The Accidental Necromancer -
For the Sake of Both Worlds
I rode my bike back to camp. Everyone was there except Xyla, who preferred the depths of her forest to hanging around a tomb. De gustibus non disputandum est. Kathy was cooking with Inka.
“How’d it go, my wife?” Valeria asked. She was still radiant and clearly enjoyed calling me that.
Gren just walked over and gave me a squeeze.
Gruush and Kendala hung back, not really part of the group, but clearly interested in my answer.
“So far, so good,” I told her.
“Did the Orc leader try to seduce my wife?” Valeria asked.
“Jealous?”
“Oh, sure. But I get it. So did she?”
“Yes.”
“Did she succeed?”
“No.”
Valeria smirked.
Gren reported that Gruush had enough bricks made that I could start using them for building. Of course, I could buy bricks, too, if I wanted to.

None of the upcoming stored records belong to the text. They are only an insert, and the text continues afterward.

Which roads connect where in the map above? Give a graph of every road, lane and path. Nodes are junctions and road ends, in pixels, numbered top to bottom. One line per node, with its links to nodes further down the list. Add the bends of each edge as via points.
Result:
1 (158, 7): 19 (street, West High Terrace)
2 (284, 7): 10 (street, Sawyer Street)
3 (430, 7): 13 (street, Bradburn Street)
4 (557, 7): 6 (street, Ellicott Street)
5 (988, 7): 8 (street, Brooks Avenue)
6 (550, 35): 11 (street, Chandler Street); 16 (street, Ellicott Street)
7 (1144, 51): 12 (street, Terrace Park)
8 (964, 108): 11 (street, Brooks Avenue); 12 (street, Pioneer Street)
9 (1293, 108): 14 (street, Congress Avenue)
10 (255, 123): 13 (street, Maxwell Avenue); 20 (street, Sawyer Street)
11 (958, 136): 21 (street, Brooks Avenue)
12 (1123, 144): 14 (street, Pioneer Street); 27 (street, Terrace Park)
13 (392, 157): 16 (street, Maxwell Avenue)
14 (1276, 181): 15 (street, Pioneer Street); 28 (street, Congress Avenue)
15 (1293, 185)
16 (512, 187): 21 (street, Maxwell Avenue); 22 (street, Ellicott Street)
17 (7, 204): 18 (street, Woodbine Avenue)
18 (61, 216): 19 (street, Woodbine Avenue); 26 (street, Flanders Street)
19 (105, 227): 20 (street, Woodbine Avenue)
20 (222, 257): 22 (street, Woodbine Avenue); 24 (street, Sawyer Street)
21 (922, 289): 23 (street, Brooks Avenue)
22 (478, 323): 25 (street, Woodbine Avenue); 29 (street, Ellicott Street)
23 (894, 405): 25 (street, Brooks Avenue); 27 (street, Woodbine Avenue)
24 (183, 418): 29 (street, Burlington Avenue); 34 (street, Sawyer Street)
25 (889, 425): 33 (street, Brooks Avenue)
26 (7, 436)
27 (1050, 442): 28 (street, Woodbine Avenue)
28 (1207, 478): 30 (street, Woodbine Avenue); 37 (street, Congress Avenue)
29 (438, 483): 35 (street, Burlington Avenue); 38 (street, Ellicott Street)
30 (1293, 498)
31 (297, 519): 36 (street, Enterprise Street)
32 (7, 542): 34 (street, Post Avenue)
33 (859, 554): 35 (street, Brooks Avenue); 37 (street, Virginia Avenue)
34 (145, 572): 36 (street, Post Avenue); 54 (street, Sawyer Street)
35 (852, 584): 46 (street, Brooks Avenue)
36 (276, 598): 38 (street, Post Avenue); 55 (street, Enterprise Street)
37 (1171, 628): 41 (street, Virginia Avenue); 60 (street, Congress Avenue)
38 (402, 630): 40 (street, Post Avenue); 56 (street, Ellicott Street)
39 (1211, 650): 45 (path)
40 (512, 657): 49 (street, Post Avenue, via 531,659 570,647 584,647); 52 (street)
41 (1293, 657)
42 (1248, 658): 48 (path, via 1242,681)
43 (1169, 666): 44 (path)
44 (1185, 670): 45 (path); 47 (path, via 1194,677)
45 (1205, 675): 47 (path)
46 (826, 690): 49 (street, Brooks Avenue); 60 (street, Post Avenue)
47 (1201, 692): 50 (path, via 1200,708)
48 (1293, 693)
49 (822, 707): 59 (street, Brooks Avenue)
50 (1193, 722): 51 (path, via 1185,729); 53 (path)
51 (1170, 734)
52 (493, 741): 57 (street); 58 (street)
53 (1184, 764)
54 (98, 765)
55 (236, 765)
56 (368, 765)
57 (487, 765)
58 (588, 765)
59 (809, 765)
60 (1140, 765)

I liked the idea of the trolls learning that wood was not the only thing one could make buildings out of, because it would reduce their desire to exploit the forest. So I downloaded some plans off the internet, and made some modifications, for a brick building with three rooms. Most of it would serve as a warehouse for lumber and the like, so I could get a little ahead and have the stuff stored closer to its destination, but there would also be sleeping quarters, and a small anteroom.
Oh to be able to put in a bathroom with a shower and a flush toilet! But failing that, it was better for people to do their business well away from the building.
Except for one, I’d make the interior walls out of studs and drywall. Or perhaps, show the orcs how to make them, and supervise. If drywall caught on, it would be a new thing I could sell the trolls.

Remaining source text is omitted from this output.